Black Hole Son


Alberto Simone’s Moon Shadow is partly inspired by the work of the late psychiatrist Franco Basaglia, who in the early ’70s founded a series of neighborhood clinics for the mentally ill in northeastern Italy, in order to provide an alternative to the massive asylum where patients were previously treated. Basaglia’s success is re-created in the film with a fairly tranquil community residence in Sicily, stumbled upon by “city slicker” Lorenzo (Tcheky Karyo) when he returns to his childhood house to oversee its renovation. Contrived symmetries begin accumulating upon his arrival: Though Lorenzo is a scientist who studies black-hole theory, he soon learns—with the aid of his wry handyman, Salvatore (Nino Manfredi)—that hypothetical bodies in far-off space are of small importance compared to the concrete concerns of both their troubled young neighbors and the salvaging of Lorenzo’s home.

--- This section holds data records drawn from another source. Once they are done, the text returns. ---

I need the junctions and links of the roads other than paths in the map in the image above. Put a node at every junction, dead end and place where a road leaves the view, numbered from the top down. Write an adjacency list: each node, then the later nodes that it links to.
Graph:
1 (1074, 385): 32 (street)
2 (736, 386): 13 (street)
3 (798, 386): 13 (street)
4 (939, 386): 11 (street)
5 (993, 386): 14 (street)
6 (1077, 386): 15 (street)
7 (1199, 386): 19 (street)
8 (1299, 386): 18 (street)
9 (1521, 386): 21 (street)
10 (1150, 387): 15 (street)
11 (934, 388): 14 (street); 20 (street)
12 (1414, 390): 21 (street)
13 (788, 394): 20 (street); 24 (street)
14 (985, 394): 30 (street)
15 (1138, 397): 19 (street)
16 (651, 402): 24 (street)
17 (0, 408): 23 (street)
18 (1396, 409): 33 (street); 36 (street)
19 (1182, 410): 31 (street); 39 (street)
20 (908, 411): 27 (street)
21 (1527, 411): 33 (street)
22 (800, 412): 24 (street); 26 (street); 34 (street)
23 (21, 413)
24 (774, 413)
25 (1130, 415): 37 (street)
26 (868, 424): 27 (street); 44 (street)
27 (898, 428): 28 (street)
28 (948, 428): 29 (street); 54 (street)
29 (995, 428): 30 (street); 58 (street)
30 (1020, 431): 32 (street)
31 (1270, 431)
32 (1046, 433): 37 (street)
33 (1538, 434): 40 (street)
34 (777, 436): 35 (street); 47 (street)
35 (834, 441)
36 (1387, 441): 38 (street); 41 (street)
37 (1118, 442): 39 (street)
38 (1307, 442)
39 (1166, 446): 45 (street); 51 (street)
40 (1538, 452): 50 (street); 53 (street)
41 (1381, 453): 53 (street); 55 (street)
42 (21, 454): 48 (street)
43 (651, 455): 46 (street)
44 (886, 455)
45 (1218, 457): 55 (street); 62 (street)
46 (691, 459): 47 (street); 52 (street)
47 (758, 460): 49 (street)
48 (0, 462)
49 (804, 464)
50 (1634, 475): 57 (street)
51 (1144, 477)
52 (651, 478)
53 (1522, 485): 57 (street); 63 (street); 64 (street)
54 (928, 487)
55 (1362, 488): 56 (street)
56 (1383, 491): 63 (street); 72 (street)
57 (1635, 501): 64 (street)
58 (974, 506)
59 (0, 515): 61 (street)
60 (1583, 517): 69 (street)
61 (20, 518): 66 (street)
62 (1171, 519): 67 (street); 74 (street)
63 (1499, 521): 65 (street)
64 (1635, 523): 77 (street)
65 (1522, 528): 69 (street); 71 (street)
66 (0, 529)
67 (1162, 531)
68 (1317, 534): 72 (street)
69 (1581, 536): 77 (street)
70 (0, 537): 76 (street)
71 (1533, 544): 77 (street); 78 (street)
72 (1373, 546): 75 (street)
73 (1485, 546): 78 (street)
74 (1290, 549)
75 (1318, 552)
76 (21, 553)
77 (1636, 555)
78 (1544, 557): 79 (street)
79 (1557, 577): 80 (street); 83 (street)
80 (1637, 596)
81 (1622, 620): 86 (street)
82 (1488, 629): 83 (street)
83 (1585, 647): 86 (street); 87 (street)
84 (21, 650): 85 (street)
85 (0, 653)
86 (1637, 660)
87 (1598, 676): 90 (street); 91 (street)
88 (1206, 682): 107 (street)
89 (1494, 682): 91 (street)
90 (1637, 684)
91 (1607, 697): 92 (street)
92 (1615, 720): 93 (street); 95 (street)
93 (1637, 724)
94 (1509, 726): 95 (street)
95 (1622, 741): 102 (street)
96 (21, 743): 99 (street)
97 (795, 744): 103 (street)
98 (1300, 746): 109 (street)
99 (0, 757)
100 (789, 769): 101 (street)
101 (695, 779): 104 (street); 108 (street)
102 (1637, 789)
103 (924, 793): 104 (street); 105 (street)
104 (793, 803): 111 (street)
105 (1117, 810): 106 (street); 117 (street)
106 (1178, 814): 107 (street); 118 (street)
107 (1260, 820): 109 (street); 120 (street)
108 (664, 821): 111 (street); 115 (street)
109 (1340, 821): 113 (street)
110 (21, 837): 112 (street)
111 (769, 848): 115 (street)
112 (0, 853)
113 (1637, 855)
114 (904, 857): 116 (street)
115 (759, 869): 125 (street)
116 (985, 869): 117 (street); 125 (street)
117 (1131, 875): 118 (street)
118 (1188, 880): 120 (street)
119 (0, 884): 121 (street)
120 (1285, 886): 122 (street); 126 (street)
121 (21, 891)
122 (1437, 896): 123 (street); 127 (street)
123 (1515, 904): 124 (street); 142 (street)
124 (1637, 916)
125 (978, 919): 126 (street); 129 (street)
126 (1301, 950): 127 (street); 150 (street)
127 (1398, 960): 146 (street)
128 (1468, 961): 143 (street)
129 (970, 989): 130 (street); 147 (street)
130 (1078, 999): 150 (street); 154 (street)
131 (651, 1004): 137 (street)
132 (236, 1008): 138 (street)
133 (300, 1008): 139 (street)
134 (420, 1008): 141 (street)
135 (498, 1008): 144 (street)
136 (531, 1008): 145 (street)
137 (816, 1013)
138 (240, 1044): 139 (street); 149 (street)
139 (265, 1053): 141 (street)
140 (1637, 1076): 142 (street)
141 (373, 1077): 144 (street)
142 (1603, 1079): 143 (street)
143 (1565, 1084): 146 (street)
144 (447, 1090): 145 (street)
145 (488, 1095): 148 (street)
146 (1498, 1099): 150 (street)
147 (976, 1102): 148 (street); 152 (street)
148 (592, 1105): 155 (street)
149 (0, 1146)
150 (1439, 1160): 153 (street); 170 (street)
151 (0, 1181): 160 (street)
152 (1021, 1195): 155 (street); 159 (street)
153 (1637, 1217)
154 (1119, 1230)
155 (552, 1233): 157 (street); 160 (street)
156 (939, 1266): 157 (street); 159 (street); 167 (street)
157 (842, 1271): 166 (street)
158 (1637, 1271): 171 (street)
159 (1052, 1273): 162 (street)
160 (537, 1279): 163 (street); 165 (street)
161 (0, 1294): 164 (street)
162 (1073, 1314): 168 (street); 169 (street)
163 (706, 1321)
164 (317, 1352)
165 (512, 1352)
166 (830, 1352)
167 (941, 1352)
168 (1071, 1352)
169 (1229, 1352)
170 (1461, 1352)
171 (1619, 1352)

Moon Shadow offers lovely, reverent shots of the azure seaside and the verdant decrepitude of Lorenzo’s estate. But the script’s relativity-of-knowledge pretensions extend uncomfortably to its portrayal of the mentally ill, who are provided with rote flashes of profundity. Simone lacks the matter-of-factness that the material would seem to require: Both the very existence of the clinic and the fact that Salvatore has a son among its patients are introduced as big-secrets-revealed, but none of the faintly condescending attentions paid to the mentally ill characters can mask their narrative purpose as a simple means for Lorenzo to wake up to the world outside his study. That said, if Moon Shadow does sometimes overcome its sentimentalism and faulty parallels, it’s because the film is altogether unburdened by cynicism.